The chief justice said the health-care case involves provisions of federal law that authorize the HHS secretary “to ensure compliance with requirements that the secretary finds necessary in the interest of the health and safety of patients.”

“That’s very broad, and I think … they have broader authority because it’s in a spending clause provision,” Roberts said.

The Head Start program is also based on the spending clause in Article I of the U.S. Constitution. A federal judge in Louisiana last week issued a preliminary injunction against the HHS rule requiring vaccines for Head Start teachers and others in contact with children.

Arguments in both cases were unusual in that the court is considering emergency applications to block or allow the pandemic emergency measures to continue. Decisions are expected to come faster than they might from a case fully briefed and argued on the court’s regular docket.

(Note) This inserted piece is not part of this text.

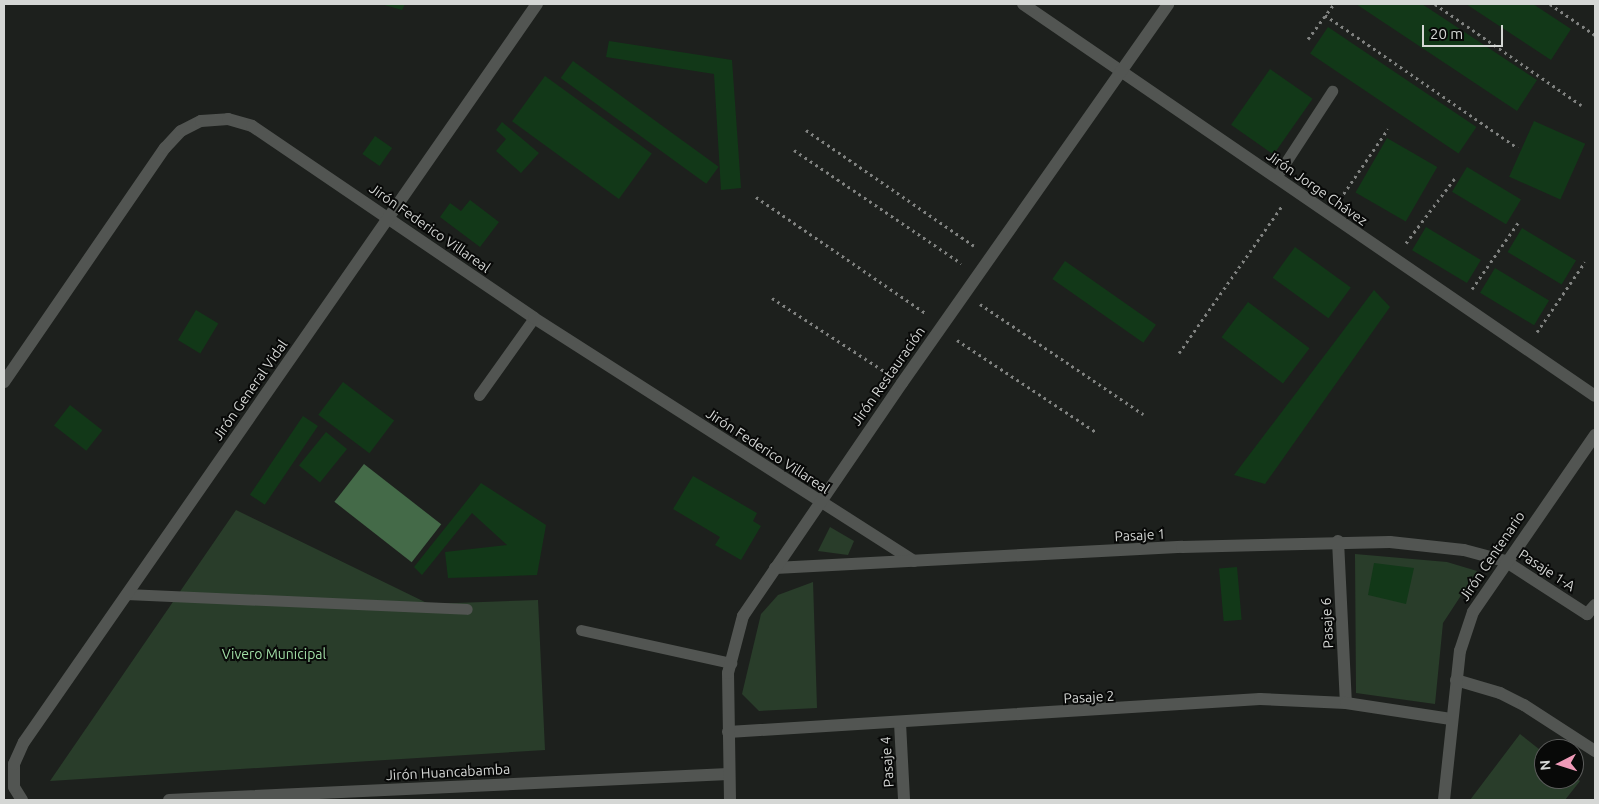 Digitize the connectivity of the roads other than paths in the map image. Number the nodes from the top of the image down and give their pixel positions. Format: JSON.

And while the court has issued several important rulings about COVID-19 matters from its emergency docket, this was the first time it directly addressed pandemic issues in the courtroom.

Justice Amy Coney Barrett at one point asked whether the nation was in “an extended pandemic” or had moved to “an endemic.”

“New variants will emerge,” she said during the OSHA case arguments. “There might be new treatments, new vaccinations. We have boosters now, right? … So when does the emergency end? I mean, a lot of this argument has been about Congress’s failure to act. Two years from now, do we have any reason to think that COVID will be gone or that new variants might not be emerging?”